** Work order **
Check every line below for the word "Châtaigniers" and give only the number of lines where it appears.
• • •
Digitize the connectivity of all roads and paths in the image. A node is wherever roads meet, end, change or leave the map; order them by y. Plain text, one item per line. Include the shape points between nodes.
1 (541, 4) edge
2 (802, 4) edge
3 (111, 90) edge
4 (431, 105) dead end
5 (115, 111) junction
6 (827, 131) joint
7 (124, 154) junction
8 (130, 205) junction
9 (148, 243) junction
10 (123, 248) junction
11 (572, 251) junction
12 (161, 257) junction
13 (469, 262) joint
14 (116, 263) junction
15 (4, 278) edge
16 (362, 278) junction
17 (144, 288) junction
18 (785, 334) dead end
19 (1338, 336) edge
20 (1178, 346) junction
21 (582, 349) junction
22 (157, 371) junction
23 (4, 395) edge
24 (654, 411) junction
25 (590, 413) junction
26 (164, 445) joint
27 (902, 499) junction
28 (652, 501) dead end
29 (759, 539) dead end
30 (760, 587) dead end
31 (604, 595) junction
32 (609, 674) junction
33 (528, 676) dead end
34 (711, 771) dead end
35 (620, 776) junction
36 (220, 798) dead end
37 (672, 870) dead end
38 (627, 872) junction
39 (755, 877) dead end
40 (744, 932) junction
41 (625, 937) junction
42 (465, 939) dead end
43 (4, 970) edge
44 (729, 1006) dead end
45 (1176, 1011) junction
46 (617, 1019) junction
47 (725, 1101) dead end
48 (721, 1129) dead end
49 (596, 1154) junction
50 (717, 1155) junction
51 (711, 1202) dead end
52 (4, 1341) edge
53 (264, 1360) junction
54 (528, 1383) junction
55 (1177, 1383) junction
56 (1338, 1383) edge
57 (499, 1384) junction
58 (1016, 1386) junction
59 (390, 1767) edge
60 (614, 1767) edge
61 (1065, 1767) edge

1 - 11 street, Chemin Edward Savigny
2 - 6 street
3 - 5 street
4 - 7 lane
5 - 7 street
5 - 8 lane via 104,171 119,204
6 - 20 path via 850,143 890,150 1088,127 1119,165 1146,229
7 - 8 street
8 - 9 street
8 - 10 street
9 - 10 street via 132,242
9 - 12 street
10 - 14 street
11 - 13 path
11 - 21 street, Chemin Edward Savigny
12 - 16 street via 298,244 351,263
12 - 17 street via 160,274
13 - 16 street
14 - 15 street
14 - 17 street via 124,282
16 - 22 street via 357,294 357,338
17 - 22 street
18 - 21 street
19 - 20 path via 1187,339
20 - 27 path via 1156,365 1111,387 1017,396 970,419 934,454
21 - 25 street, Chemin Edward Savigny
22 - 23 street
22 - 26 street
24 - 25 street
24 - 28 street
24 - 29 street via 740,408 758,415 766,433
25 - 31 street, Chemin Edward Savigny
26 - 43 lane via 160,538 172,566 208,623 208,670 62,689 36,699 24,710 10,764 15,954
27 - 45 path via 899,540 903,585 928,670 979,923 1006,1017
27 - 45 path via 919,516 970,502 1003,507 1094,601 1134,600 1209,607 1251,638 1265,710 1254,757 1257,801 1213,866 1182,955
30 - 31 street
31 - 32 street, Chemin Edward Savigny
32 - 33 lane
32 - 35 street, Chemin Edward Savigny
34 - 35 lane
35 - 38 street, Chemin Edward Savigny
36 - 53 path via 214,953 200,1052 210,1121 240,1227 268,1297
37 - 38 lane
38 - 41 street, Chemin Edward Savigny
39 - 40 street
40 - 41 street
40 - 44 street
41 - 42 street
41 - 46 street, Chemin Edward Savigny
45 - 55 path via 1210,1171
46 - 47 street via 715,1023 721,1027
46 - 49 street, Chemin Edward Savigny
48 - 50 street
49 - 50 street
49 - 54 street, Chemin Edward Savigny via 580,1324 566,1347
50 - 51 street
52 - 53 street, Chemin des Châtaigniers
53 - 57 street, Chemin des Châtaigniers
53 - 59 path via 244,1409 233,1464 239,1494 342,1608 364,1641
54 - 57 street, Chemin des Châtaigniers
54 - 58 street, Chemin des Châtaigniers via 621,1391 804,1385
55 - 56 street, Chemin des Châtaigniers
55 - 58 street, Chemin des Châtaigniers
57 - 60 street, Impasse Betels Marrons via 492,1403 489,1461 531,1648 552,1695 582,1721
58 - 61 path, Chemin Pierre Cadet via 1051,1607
• • •
** Exercise response **
6